TheDJ moved this task from To sort to Doing on the TimedMediaHandler board.Jan 14 2017, 8:49 PM

@EBernhardson @Smalyshev Is this something we could review, since it touches on our work?

Change 332072 merged by jenkins-bot:
Special case opus mime detction

https://gerrit.wikimedia.org/r/332072

Change 332640 had a related patch set uploaded (by Brion VIBBER):
Add test case for Opus file check

https://gerrit.wikimedia.org/r/332640

Change 332640 merged by jenkins-bot:
Add test case for Opus file check

https://gerrit.wikimedia.org/r/332640

Quarry call to list these types of files:
https://quarry.wmflabs.org/query/15764

TheDJ added a comment.May 20 2017, 5:20 PM

We should probably run a bot to purge out the remaining metadata: https://quarry.wmflabs.org/query/15764

brion added a comment.May 20 2017, 9:00 PM

Note that requeueTranscodes used for the formats cleanup won't redo the media type in the image table; it just does transcodes. I'll check if there's anything suitable in core to rerun them or if I need to add a maint script.

brion added a comment.May 20 2017, 9:05 PM

This should work:

maintenance/refreshImageMetadata.php --wiki=xyz --force --mime=application/ogg --verbose

I'll do a test run.

brion added a comment.May 20 2017, 9:16 PM

Seems to work (quarry shows the old data tho). Went ahead and ran on terbium:

mwscript maintenance/refreshImageMetadata.php --wiki=commonswiki --force --mediatype=MULTIMEDIA --verbose |2>&1 tee refresh-image-metadata.log

Finished refreshing file metadata for 327 files. 0 needed to be refreshed, 327 did not need to be but were refreshed anyways, and 3 refreshes were suspicious.

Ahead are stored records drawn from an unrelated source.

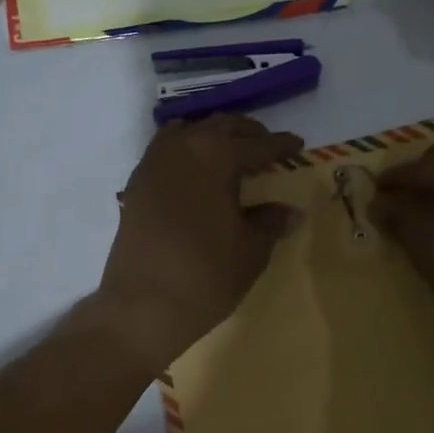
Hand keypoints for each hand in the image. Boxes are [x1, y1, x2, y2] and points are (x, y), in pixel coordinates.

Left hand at [95, 115, 304, 369]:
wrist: (142, 306)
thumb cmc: (206, 275)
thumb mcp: (251, 250)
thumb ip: (270, 222)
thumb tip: (290, 211)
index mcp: (216, 156)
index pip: (257, 144)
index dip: (280, 145)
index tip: (297, 144)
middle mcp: (182, 148)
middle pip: (219, 126)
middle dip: (246, 133)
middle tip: (266, 145)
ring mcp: (153, 164)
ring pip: (187, 133)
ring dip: (212, 136)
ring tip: (230, 154)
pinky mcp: (136, 185)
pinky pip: (165, 152)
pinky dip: (186, 152)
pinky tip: (197, 174)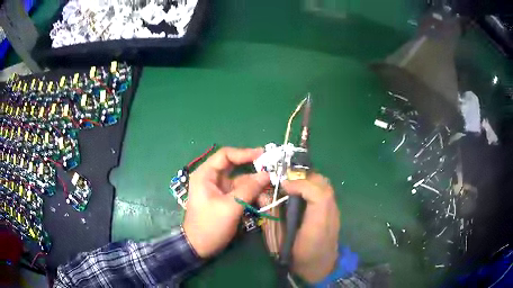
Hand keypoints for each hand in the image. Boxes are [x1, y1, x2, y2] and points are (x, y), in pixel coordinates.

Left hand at [183, 147, 269, 257]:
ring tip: (270, 191)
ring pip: (241, 181)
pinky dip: (252, 194)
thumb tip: (267, 174)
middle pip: (235, 167)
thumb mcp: (230, 207)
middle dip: (253, 170)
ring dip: (255, 185)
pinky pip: (241, 192)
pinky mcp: (226, 200)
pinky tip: (264, 200)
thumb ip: (249, 189)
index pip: (226, 155)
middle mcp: (212, 179)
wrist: (199, 247)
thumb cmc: (210, 225)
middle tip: (272, 171)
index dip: (245, 153)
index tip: (264, 155)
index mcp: (206, 175)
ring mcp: (219, 190)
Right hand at [282, 173, 339, 282]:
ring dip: (308, 180)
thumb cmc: (300, 259)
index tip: (283, 184)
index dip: (301, 184)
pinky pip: (325, 191)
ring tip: (293, 185)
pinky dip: (313, 185)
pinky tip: (301, 193)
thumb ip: (272, 220)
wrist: (321, 268)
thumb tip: (263, 196)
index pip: (318, 195)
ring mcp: (335, 211)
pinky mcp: (334, 211)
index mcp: (318, 224)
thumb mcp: (281, 244)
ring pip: (325, 185)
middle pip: (323, 184)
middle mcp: (330, 214)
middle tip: (286, 181)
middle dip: (304, 177)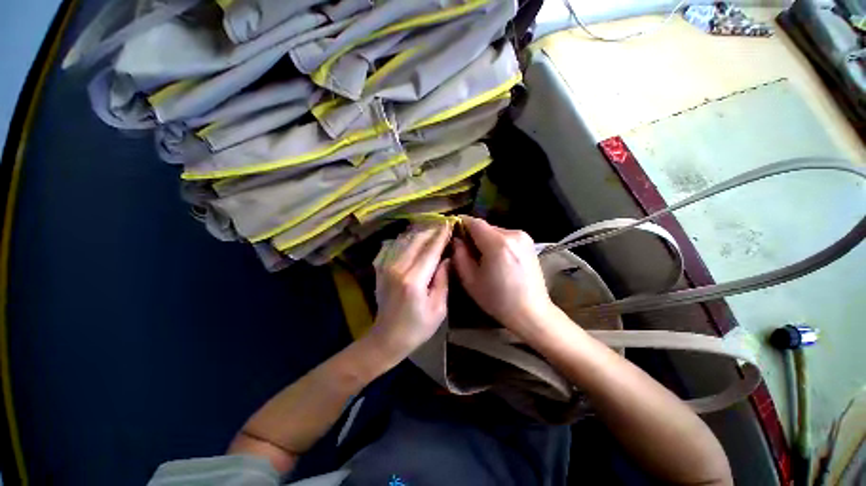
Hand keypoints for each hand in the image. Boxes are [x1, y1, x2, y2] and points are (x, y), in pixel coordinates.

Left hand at [368, 222, 451, 358]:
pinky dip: (407, 239)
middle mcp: (398, 268)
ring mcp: (386, 267)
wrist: (386, 338)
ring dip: (419, 233)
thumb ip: (443, 281)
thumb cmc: (416, 328)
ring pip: (405, 240)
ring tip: (432, 228)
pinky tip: (415, 238)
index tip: (449, 224)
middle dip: (431, 230)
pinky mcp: (381, 269)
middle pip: (416, 241)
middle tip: (443, 224)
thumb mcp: (438, 309)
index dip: (441, 236)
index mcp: (414, 280)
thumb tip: (446, 259)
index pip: (430, 251)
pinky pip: (395, 247)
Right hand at [452, 216, 555, 331]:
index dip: (461, 224)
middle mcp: (513, 234)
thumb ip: (459, 255)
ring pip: (495, 231)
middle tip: (466, 250)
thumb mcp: (470, 280)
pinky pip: (505, 236)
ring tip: (482, 257)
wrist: (532, 311)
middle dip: (473, 235)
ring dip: (485, 239)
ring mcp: (524, 237)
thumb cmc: (497, 300)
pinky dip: (496, 243)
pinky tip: (496, 259)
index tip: (453, 231)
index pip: (474, 222)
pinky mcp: (529, 242)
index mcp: (497, 244)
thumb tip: (457, 239)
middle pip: (485, 226)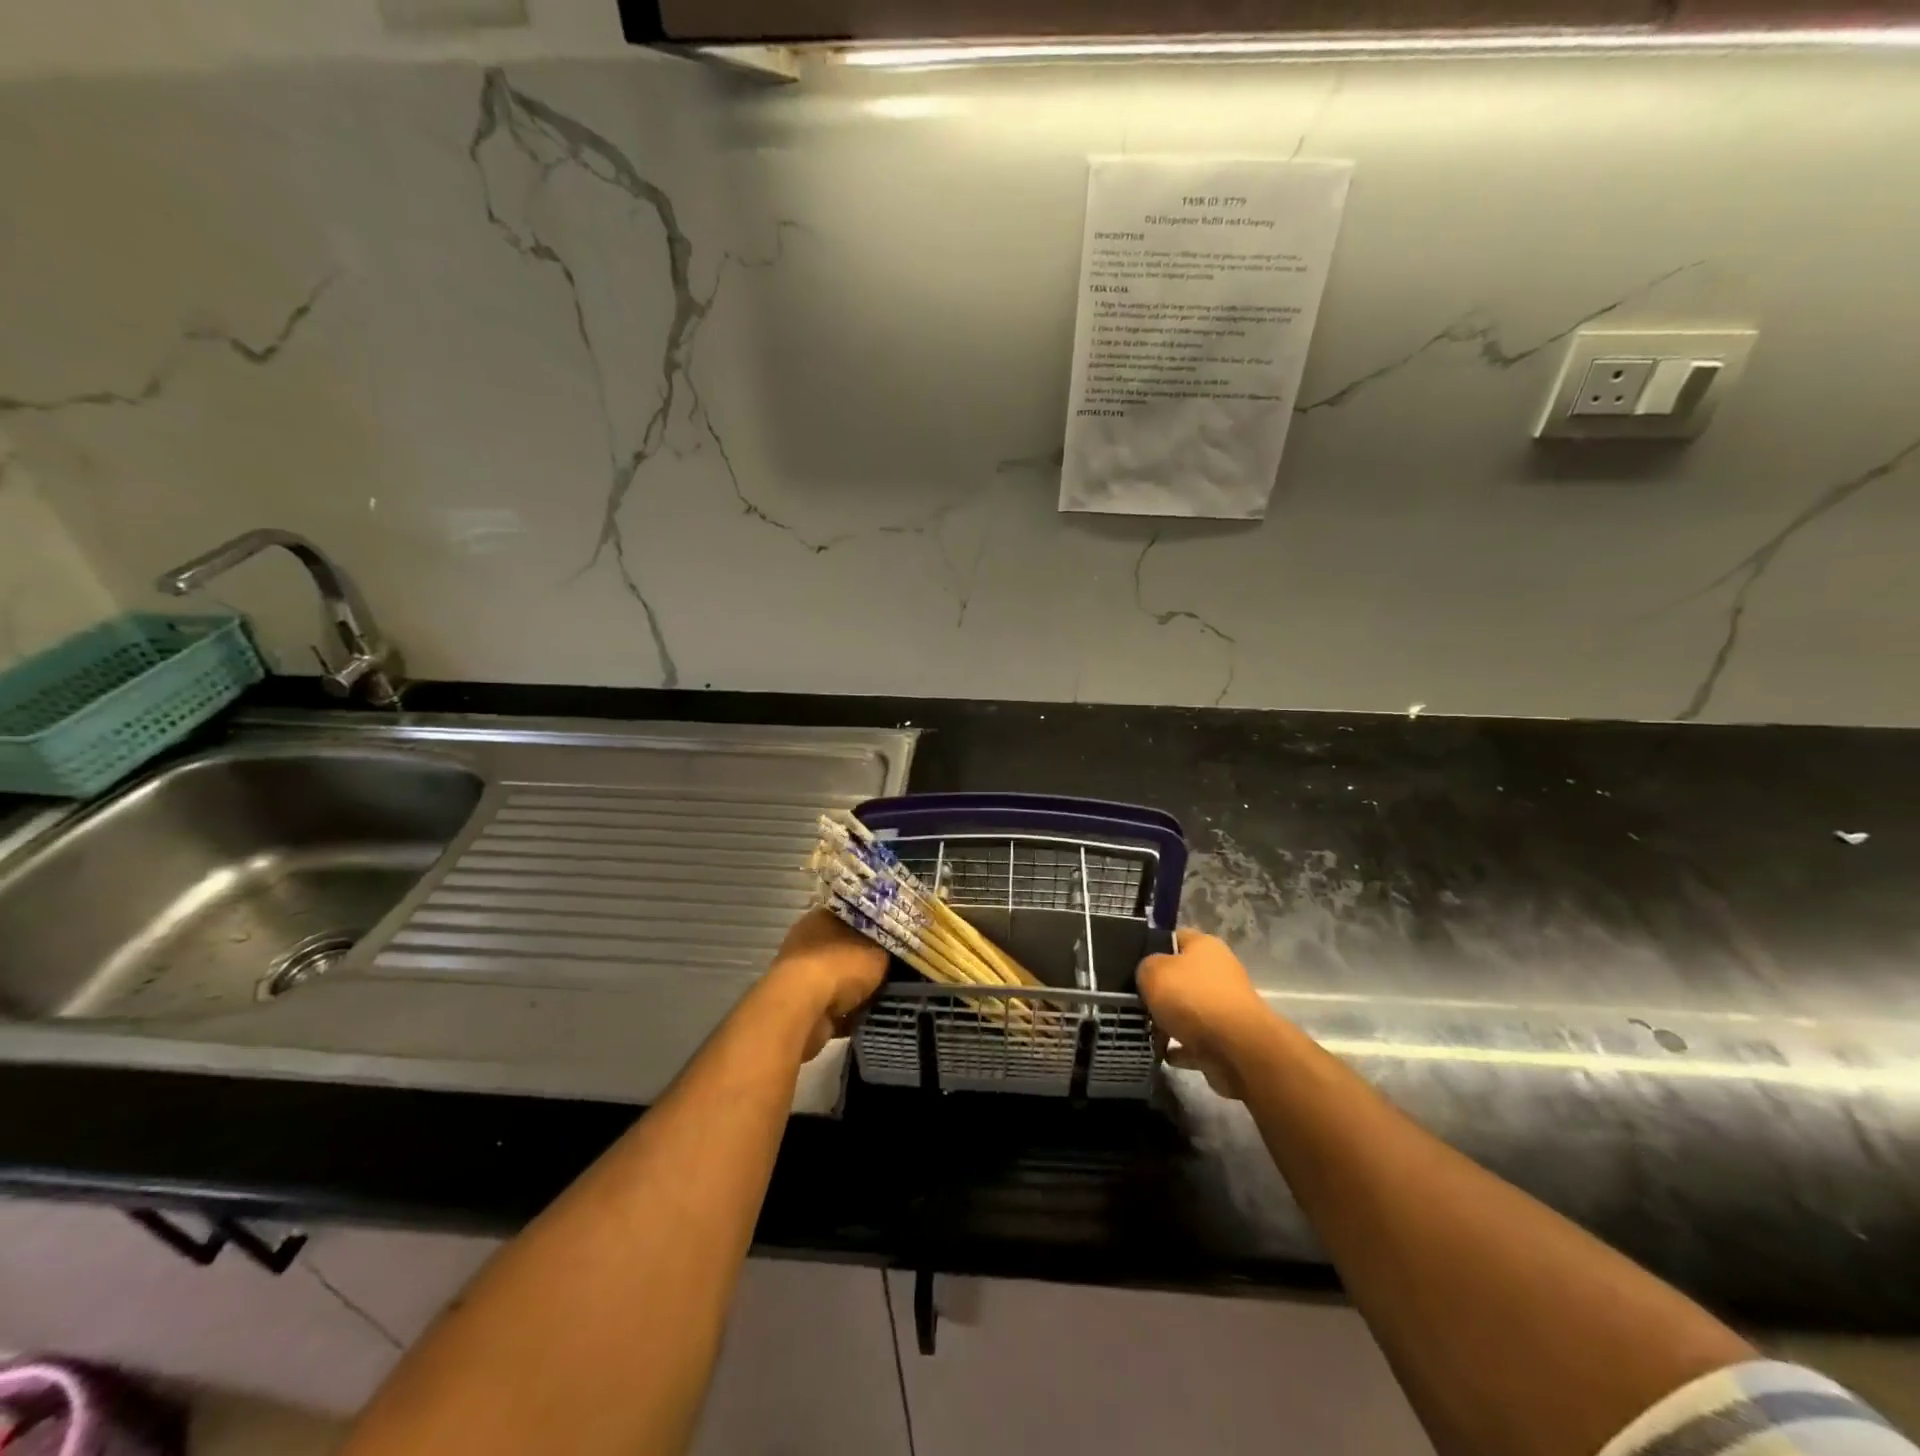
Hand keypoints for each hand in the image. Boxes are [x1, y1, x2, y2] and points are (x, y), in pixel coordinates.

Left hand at [765, 909, 888, 1060]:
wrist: (801, 1010)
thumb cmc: (840, 967)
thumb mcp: (879, 951)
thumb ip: (890, 948)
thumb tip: (898, 948)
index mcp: (823, 916)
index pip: (855, 914)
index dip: (878, 925)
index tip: (899, 936)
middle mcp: (808, 940)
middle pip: (847, 946)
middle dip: (868, 959)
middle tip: (898, 967)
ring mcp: (801, 973)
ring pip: (839, 977)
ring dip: (858, 988)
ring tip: (888, 994)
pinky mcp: (800, 1004)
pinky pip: (833, 1005)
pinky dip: (849, 1012)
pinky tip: (871, 1016)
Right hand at [1137, 932, 1272, 1099]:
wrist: (1237, 1050)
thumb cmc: (1193, 999)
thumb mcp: (1153, 972)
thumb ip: (1144, 968)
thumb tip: (1148, 975)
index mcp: (1205, 946)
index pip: (1175, 937)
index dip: (1152, 947)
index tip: (1132, 964)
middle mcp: (1218, 972)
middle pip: (1180, 977)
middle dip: (1158, 990)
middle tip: (1133, 1001)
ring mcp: (1224, 1008)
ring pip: (1187, 1011)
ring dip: (1167, 1021)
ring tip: (1144, 1030)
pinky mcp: (1226, 1040)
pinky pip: (1195, 1041)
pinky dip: (1179, 1048)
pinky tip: (1162, 1052)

Does this need to be run on all wikis?

brion added a comment.May 20 2017, 9:37 PM

(Now running on all wikis :D)

So... this is done, but the search links in the task summary still return the old data, probably due to CirrusSearch index being out of date? Do the pages need to be refreshed somehow in the search index or will this 'just happen' after some time?

TheDJ awarded a token.May 21 2017, 8:59 AM

So... this is done, but the search links in the task summary still return the old data, probably due to CirrusSearch index being out of date? Do the pages need to be refreshed somehow in the search index or will this 'just happen' after some time?

It'll happen over time as pages get re-parsed. I purged the cache of the two files in the example queries in the description; after a few minutes, the first query correctly returned two results and the second correctly returned none. :-)

A reindex would speed this process up, but reindexing takes effort and is somewhat error prone. In this case, it does not seem urgent enough to warrant the risks and time that come with a reindex.

Thanks for fixing this, @brion!

Deskana closed this task as Resolved.May 21 2017, 10:30 AM
Deskana assigned this task to brion.